Baskerville: A Sherlock Holmes Mystery is a play by American playwright Ken Ludwig. It premiered at the Arena Stage in Southwest, Washington, D.C. in January 2015 and was directed by Amanda Dehnert.

The play is a humorous adaptation of Sir Arthur Conan Doyle's 1902 novel The Hound of the Baskervilles featuring over forty characters played by five actors.

Arena Stage production
Rehearsals were staged at McCarter Theatre Center in Princeton, New Jersey. The play featured two main roles, Sherlock Holmes and Dr. Watson, as well as numerous other roles played by only three other actors. Michael Glenn's roles included Daisy scullery maid, Scotland Yard Inspector Lestrade and Sir Henry Baskerville. Author Ludwig wanted to infuse suspense with humor saying "You’re not making fun of the genre, [but] at the same time, there’s a lot of laughs, because they come out of the tension."

Cast
Gregory Wooddell as Sherlock Holmes
Lucas Hall as Dr. Watson

The other 40-plus roles were performed by three actors: Stanley Bahorek, Michael Glenn and Jane Pfitsch.

Old Globe Theatre production

The play, directed by Josh Rhodes, opened at Old Globe Theatre in San Diego, California on July 30, 2015 and ran through September 6, 2015.

Cast

Euan Morton as Sherlock Holmes
Usman Ally as Dr. Watson

Other roles played by Andrew Kober, Blake Segal and Liz Wisan.

Liverpool Playhouse production

The play, directed by Loveday Ingram,, Liverpool Playhouse, in Liverpool, England on December 9, 2017.

Cast

Jay Taylor as Sherlock Holmes
Patrick Robinson as Dr. Watson

Other roles played by Bessie Carter, Edward Harrison and Ryan Pope.

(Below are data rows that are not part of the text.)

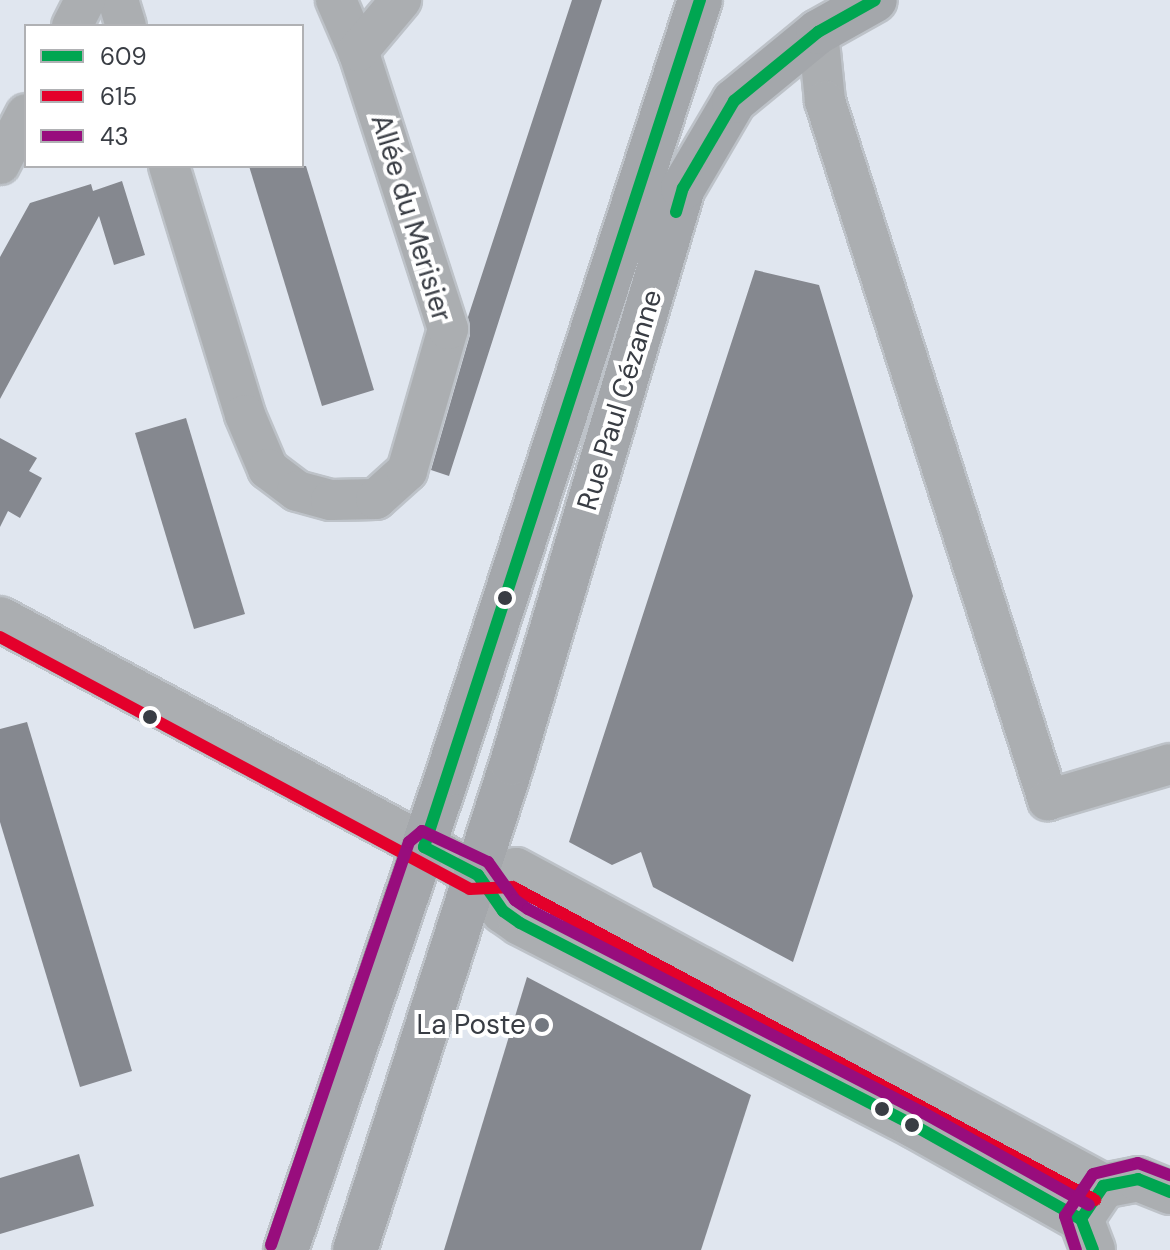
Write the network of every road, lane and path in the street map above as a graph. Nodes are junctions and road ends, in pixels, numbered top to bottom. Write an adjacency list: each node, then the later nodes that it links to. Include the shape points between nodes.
1 (85, 0): 8 (street)
2 (118, 0): 9 (street)
3 (336, 0): 10 (street, Allée du Merisier)
4 (401, 0): 10 (street)
5 (700, 0): 16 (main road)
6 (875, 0): 7 (main road, Rue Paul Cézanne)
7 (810, 16): 15 (street, via 825,101 1048,800); 17 (main road, Rue Paul Cézanne, via 734,101 683,188)
8 (73, 24)
9 (125, 24)
10 (358, 51): 13 (street, Allée du Merisier, via 448,329 407,471 376,499 331,500 297,491 268,469 245,415)
11 (24, 118): 12 (street)
12 (0, 164)
13 (170, 168)
14 (0, 619): 16 (street)
15 (1170, 764)
16 (424, 847): 17 (street); 20 (main road)
17 (478, 875): 19 (street, via 503,911 520,923); 21 (main road, Rue Paul Cézanne)
18 (1170, 1192): 19 (street, via 1138,1179)
19 (1092, 1218)
20 (286, 1250)
21 (355, 1250)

Park Square Theatre production

In July and August of 2018, Theo Langason directed an adaptation of the play at Park Square Theatre in Saint Paul, Minnesota. It starred McKenna Kelly-Eiding and Marika Proctor as female Holmes and Watson, respectively. All the remaining roles were played by Eric "Pogi" Sumangil, Ricardo Beaird and Marika Proctor.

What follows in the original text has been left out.